It was traditionally assumed that Spanish artists rarely drew, but recent research has demonstrated that drawing was, in fact, central to artistic practice in Spain. Visions and Nightmares: Four Centuries of Spanish Drawings explores the shifting roles and attitudes toward the art of drawing in Spain, as well as the impact of the Catholic Church and the nightmare of the Inquisition on Spanish artists and their work. It is the first exhibition of Spanish drawings ever to be held at the Morgan Library & Museum, whose holdings in this area are relatively small but strong.
On view in the Clare Eddy Thaw Gallery through May 11, the exhibition features more than twenty drawings spanning the sixteenth through the nineteenth centuries. Works by well-known artists such as José de Ribera, Bartolomé Esteban Murillo, and Francisco Goya are presented alongside sheets by equally talented but less familiar artists, including Vicente Carducho, Alonso Cano, and Eugenio Lucas. Complementing the drawings is a display of contemporary Spanish letters and volumes, notably a lavish 1780 edition of Cervantes’ Don Quixote.
“With one of the world’s most important collections of master drawings, the Morgan is committed to developing exhibitions that explore important subjects that may be less familiar or have been overlooked,” said William M. Griswold, Director. "The practice of drawing in Spain is relatively unexplored, by comparison to that in Italy or France, but the extraordinary works in this show demonstrate an artistry and themes unique to their country of origin.”

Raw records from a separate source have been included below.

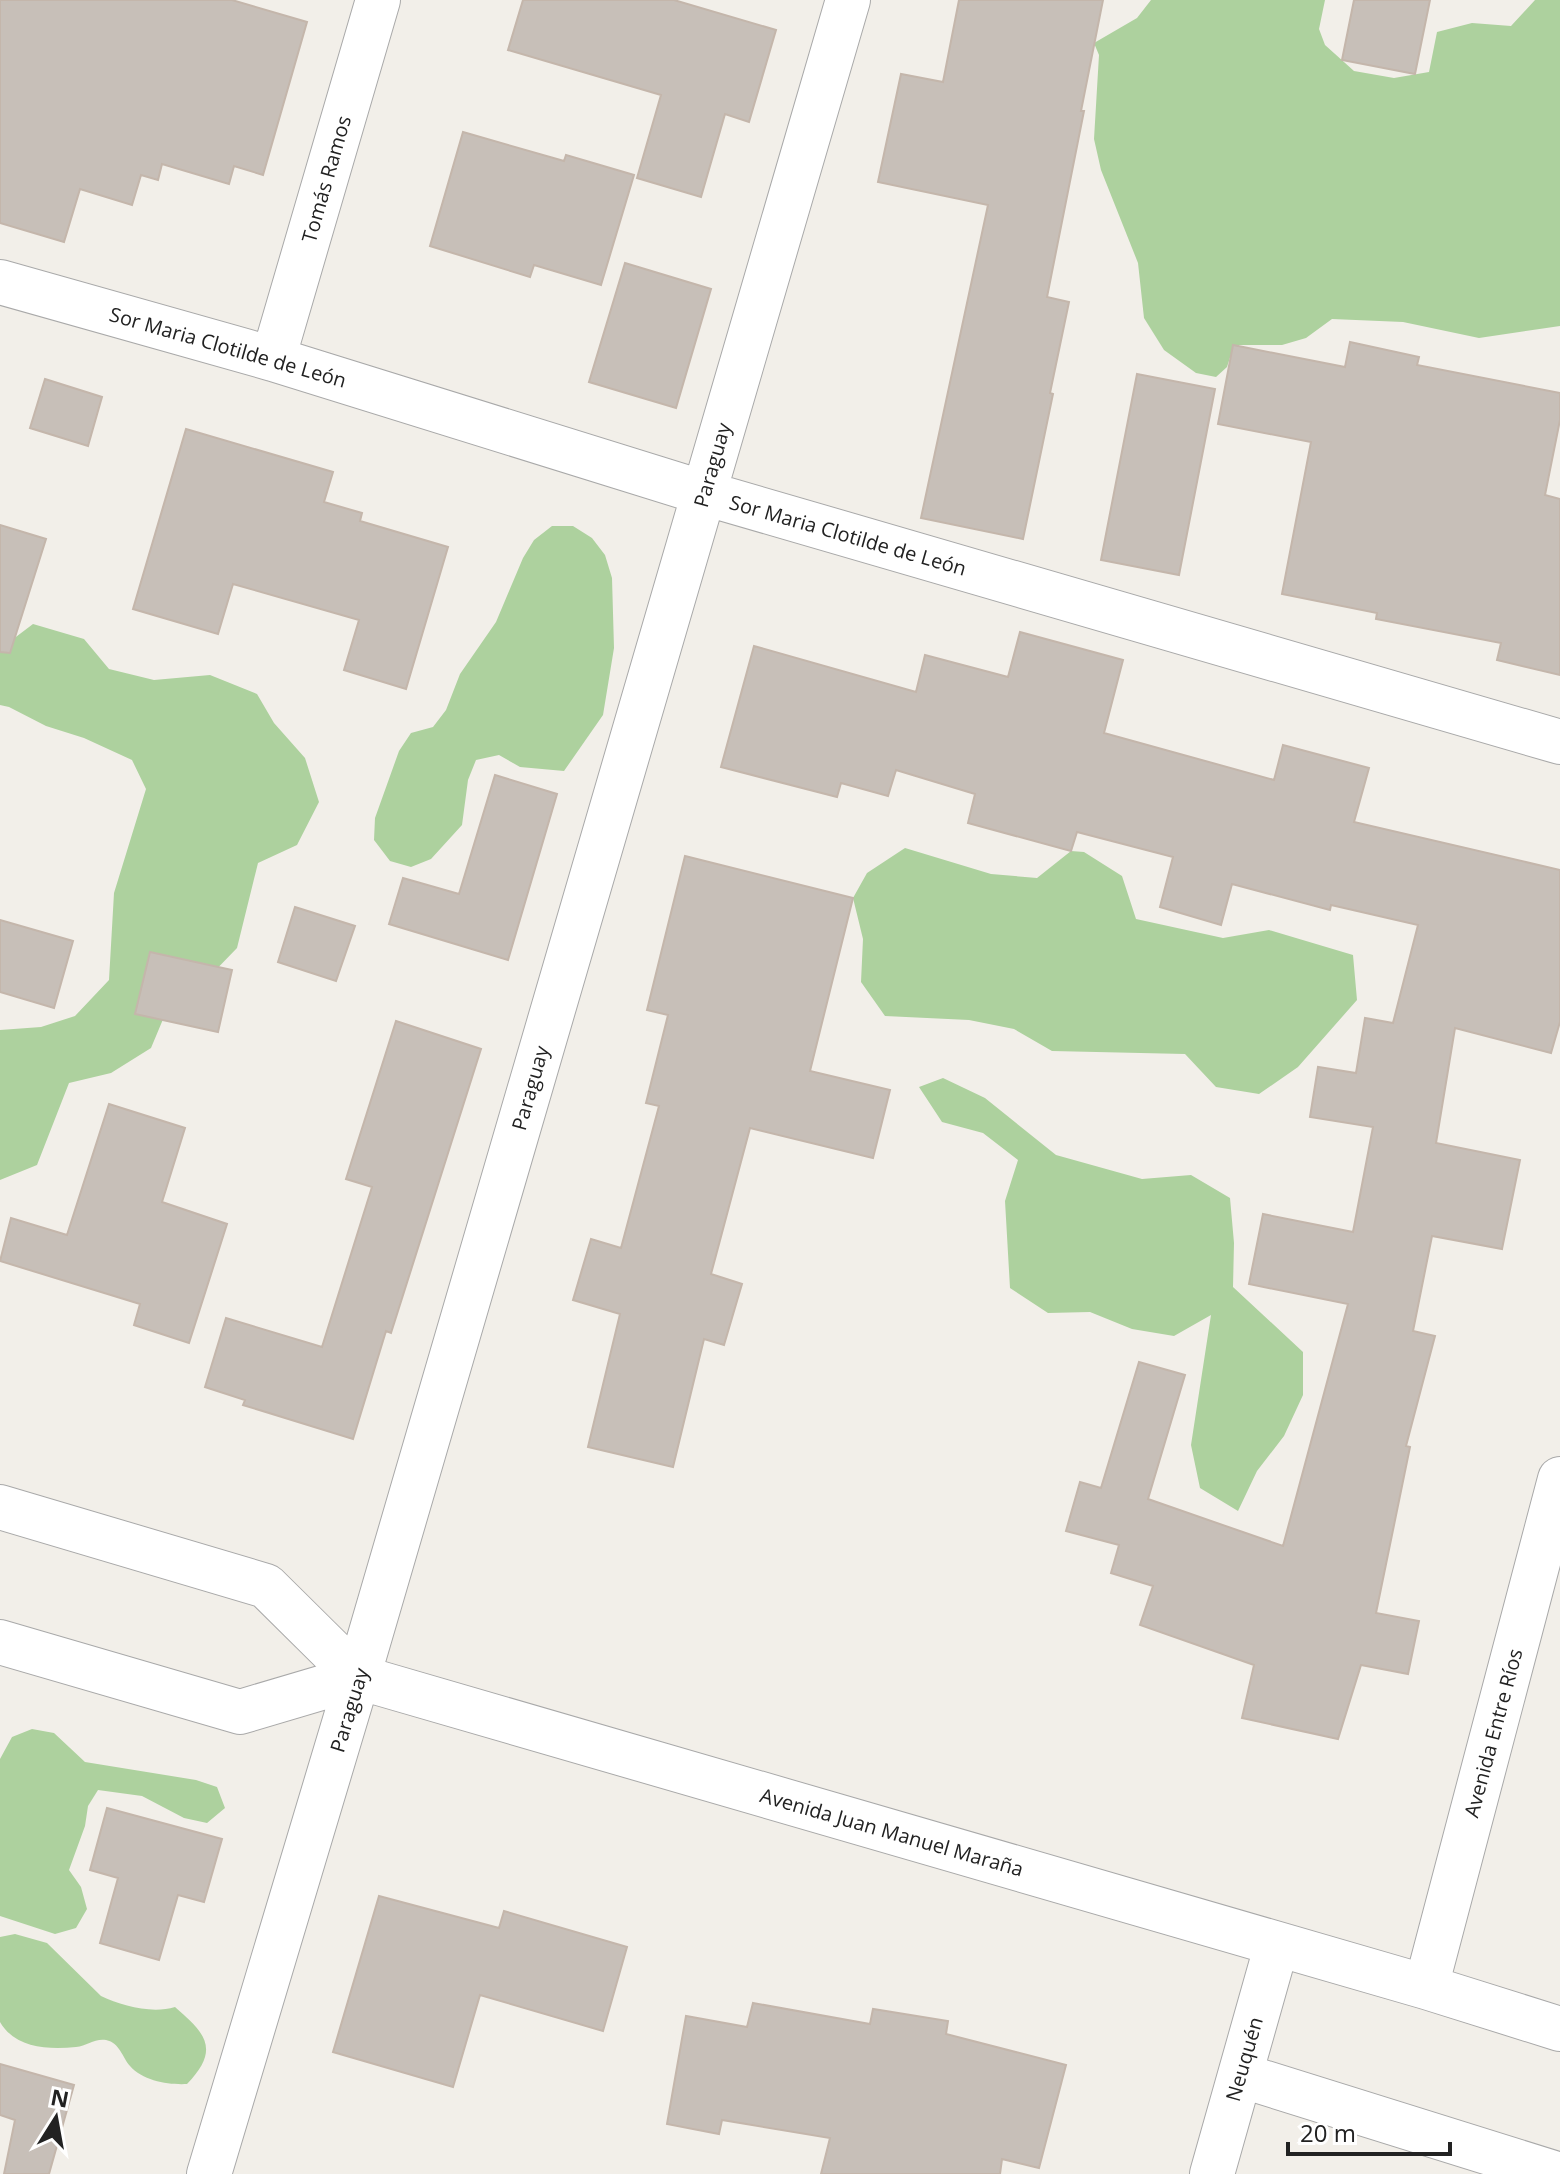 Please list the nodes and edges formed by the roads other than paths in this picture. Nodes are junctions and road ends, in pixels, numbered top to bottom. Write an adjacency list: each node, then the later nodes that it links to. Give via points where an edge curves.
1 (378, 0): 4 (street, Tomás Ramos)
2 (848, 0): 5 (street, Paraguay)
3 (0, 282): 4 (street, Sor Maria Clotilde de León)
4 (273, 359): 5 (street, Sor Maria Clotilde de León)
5 (704, 493): 6 (street, Sor Maria Clotilde de León); 10 (street, Paraguay)
6 (1560, 742)
7 (1560, 1479): 12 (street, Avenida Entre Ríos)
8 (0, 1507): 10 (street, Avenida Juan Manuel Maraña, via 266,1586)
9 (0, 1642): 10 (street, via 240,1712)
10 (358, 1677): 11 (street, Avenida Juan Manuel Maraña); 15 (street, Paraguay)
11 (1277, 1944): 12 (street, Avenida Juan Manuel Maraña); 14 (street, Neuquén)
12 (1426, 1987): 13 (street, Avenida Juan Manuel Maraña)
13 (1560, 2029)
14 (1240, 2075): 16 (street, Neuquén); 17 (street)
15 (209, 2174)
16 (1212, 2174)
17 (1557, 2174)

Among the drawings in the exhibition is one of many sheets preparatory for a series of fifty-six paintings that Vicente Carducho designed for the Charterhouse of El Paular. In the foreground, Father Andrés is tortured using a device called la garrucha; the background reveals his subsequent murder by a mob. Squared for transfer to the oil sketch that preceded the final painting, the drawing bears an inscription by the patron indicating that the suspended figure should be larger and more centrally placed. Carducho incorporated this correction into the finished canvas.
José de Ribera was drawn to violent subjects—notably, the flaying of St. Bartholomew and his pagan counterpart, Marsyas, a satyr who challenged Apollo to a musical contest. As punishment for losing the competition and for his sin of pride, Marsyas was tied to a tree and skinned alive. This drawing depicts the bound satyr screaming, his skin still intact. In a variation on the theme, Ribera portrays Marsyas with human (rather than goat) legs, thus connecting this mythological subject to the artist’s numerous other drawings of bound figures.
On view are three drawings by Alonso Cano, including his masterpiece on paper: a monumental design for the altarpiece of the Chapel of San Diego de Alcalá. Composed of seventeen joined sheets, the work is highly finished, indicating that it was a presentation drawing, offering the patron different options to consider. King Philip IV became patron of the chapel in 1657; his coats of arms appear at the lower left and right of the drawing.